In doing so, the Senate aided the anti-choice community in achieving one of its primary goals: further stigmatizing reproductive and sexual health care, including but not limited to abortion, and making such care ever-harder for women to secure. This is and was unquestionably a major goal of Nelson's hold-out strategy.  Nelson has consistently voted against expanded contraceptive services, voting no, for example, in 2005 on a program to invest $100 million to reduce teen pregnancy through increased access to sexual and reproductive health education and contraceptive services.  Over the past month, he has several times made a point of "waiting for the approval" of the U.S. Conference of Catholic Bishops and anti-choice organizations on language for the Senate bill.

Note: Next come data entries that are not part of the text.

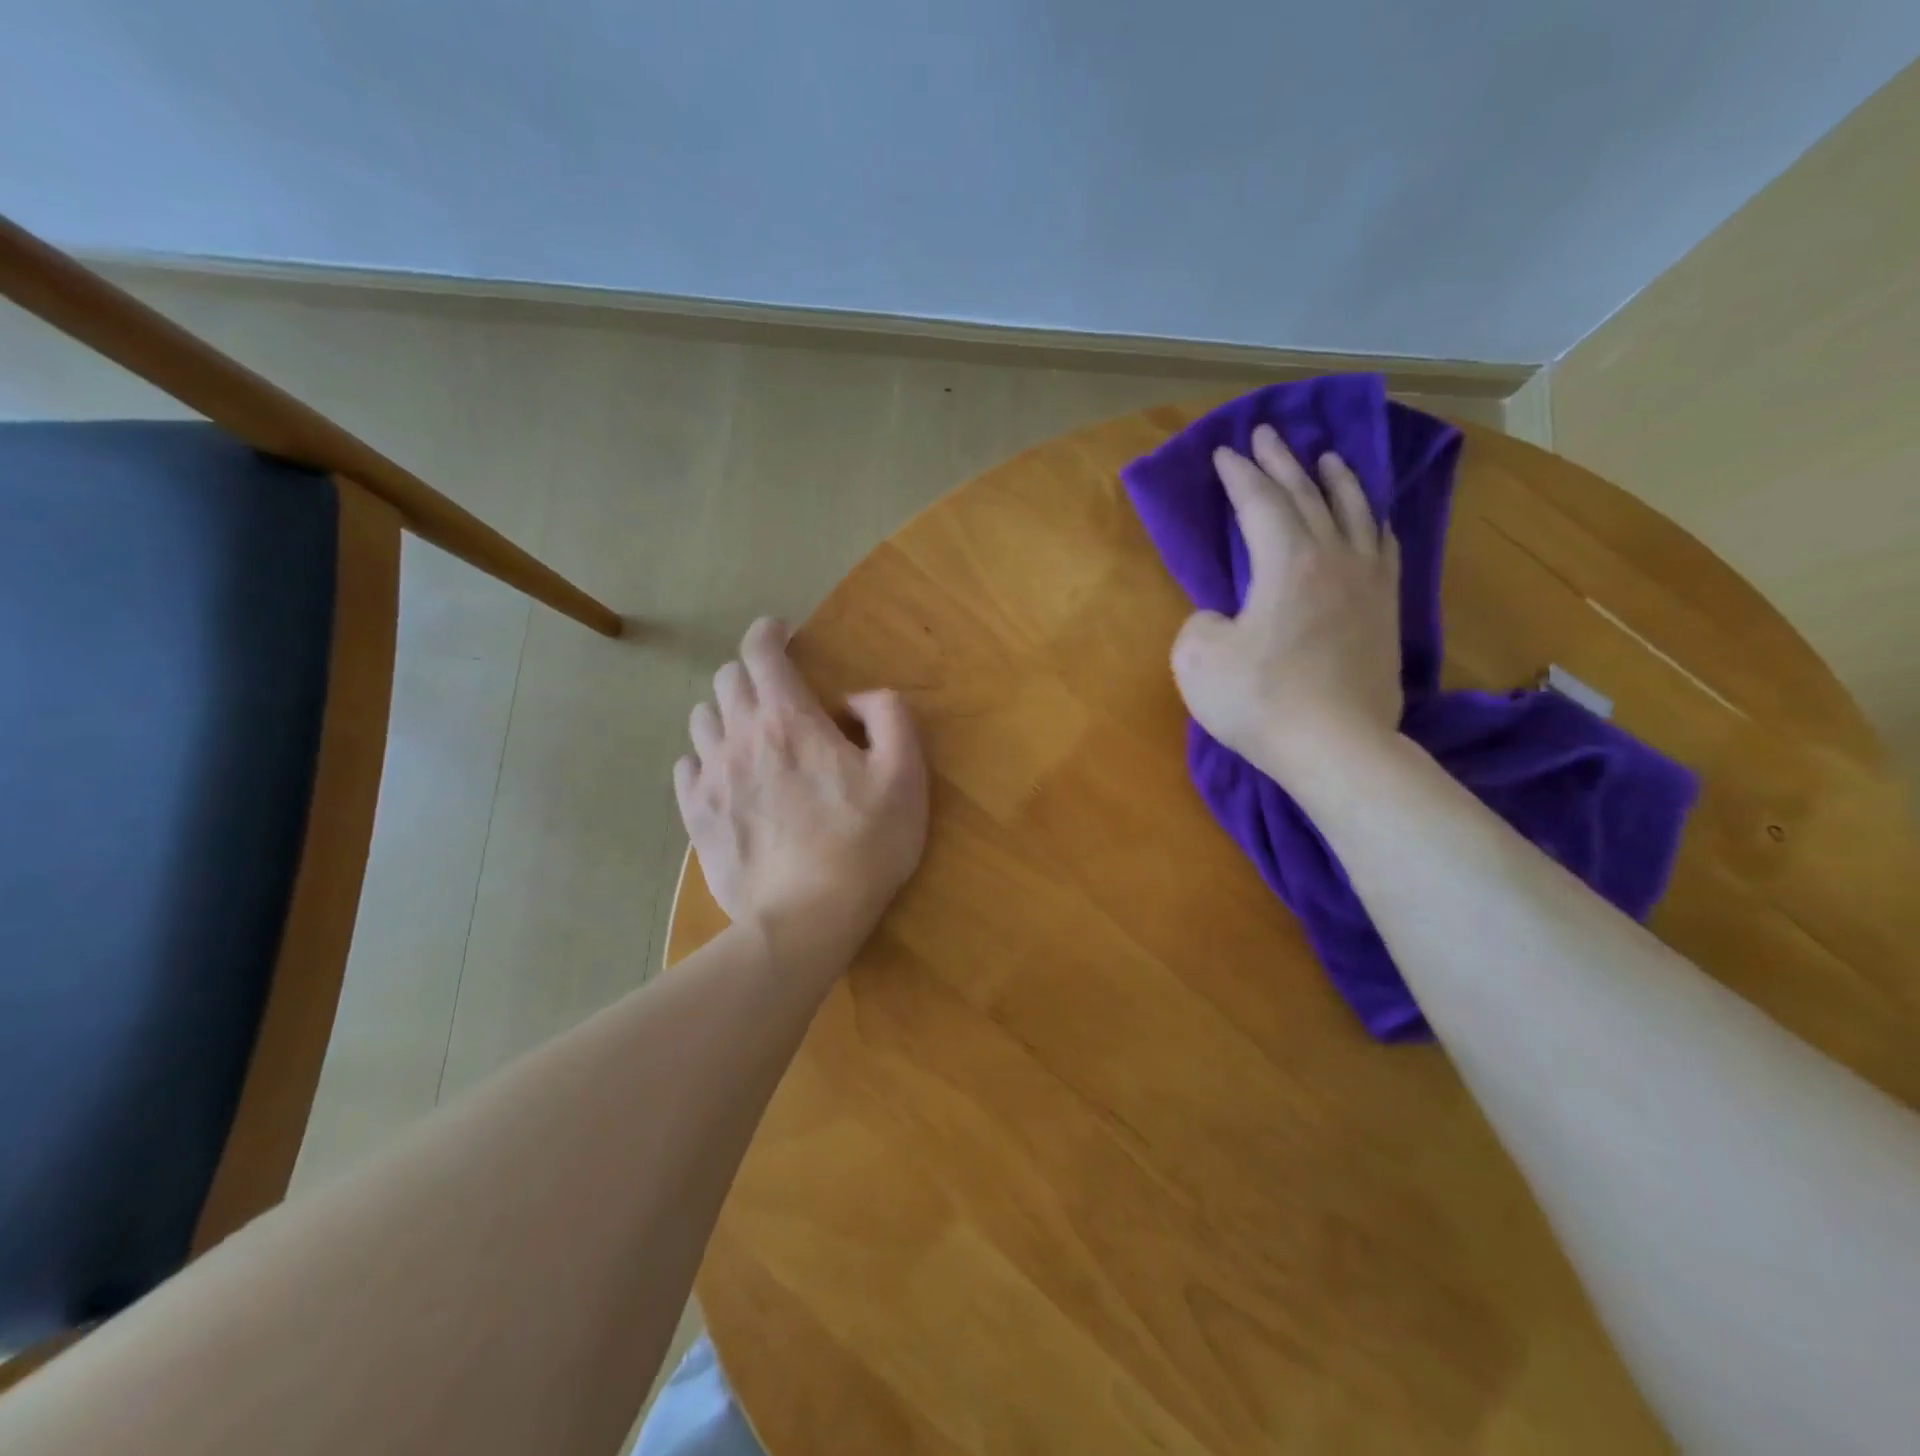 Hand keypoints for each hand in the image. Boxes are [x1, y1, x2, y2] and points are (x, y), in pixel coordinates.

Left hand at [675, 618, 928, 966]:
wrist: (807, 919)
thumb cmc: (865, 845)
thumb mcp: (905, 775)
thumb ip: (889, 716)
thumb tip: (855, 699)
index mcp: (789, 719)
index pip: (761, 651)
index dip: (769, 633)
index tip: (782, 634)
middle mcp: (741, 736)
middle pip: (727, 680)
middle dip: (752, 674)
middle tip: (778, 695)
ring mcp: (711, 776)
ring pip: (702, 719)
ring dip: (727, 714)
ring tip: (753, 736)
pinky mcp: (696, 814)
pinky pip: (687, 765)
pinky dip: (706, 758)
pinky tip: (727, 776)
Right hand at [1171, 423, 1402, 785]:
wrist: (1336, 747)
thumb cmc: (1260, 700)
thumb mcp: (1197, 659)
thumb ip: (1202, 622)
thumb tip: (1224, 617)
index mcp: (1286, 562)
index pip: (1260, 502)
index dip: (1238, 475)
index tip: (1223, 452)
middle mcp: (1333, 558)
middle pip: (1307, 495)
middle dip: (1282, 462)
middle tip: (1266, 434)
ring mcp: (1368, 584)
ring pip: (1355, 513)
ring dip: (1336, 481)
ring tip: (1327, 457)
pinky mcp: (1387, 613)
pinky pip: (1383, 549)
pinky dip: (1372, 523)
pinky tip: (1372, 519) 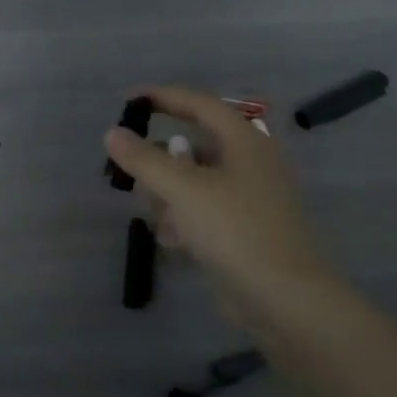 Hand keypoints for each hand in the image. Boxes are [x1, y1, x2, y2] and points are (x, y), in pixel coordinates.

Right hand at [104, 85, 335, 319]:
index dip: (163, 97)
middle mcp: (250, 163)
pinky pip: (202, 212)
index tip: (127, 101)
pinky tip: (177, 243)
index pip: (200, 104)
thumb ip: (143, 159)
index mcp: (245, 142)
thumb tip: (112, 134)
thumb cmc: (235, 230)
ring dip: (169, 198)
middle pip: (192, 147)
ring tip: (162, 220)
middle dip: (161, 165)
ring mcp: (249, 199)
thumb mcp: (182, 189)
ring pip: (193, 183)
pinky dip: (184, 221)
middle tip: (134, 177)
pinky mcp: (244, 230)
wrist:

Meanwhile, the drama over Lieberman and Nelson also aided the Republicans in one of their primary goals: first to kill, and barring that, to severely weaken any attempt to reform health care in this country.

What does the "Nelson" language say?

Pro-choice advocates are still examining the implications of the Nelson language.  But conversations with several analysts over the past 24 hours suggest that if passed into law in the final health care bill, this langauge, at a minimum, does the following:

 

  • Requires every enrollee -- female or male -- in a health plan that offers abortion coverage to write two separate checks for insurance coverage.  One of these checks would go to pay the bulk of their premium, the other would go to pay the share of that premium that would ostensibly cover abortion care.  Such a check would have to be written separately whether the share of the premium allocated for abortion care is 25 cents, $1.00, or $3.00 of the total premium on a monthly, semi-annual or annual basis.  Employers that deduct employee contributions to health care plans from paychecks will also have to do two separate payments to the same company, again no matter how small the payment.

 

 

  • Eliminates the provision in earlier versions of the Senate bill and in the original Capps language in the House bill to ensure that there is at least one insurance plan in each exchange that offers and one that does not offer abortion coverage.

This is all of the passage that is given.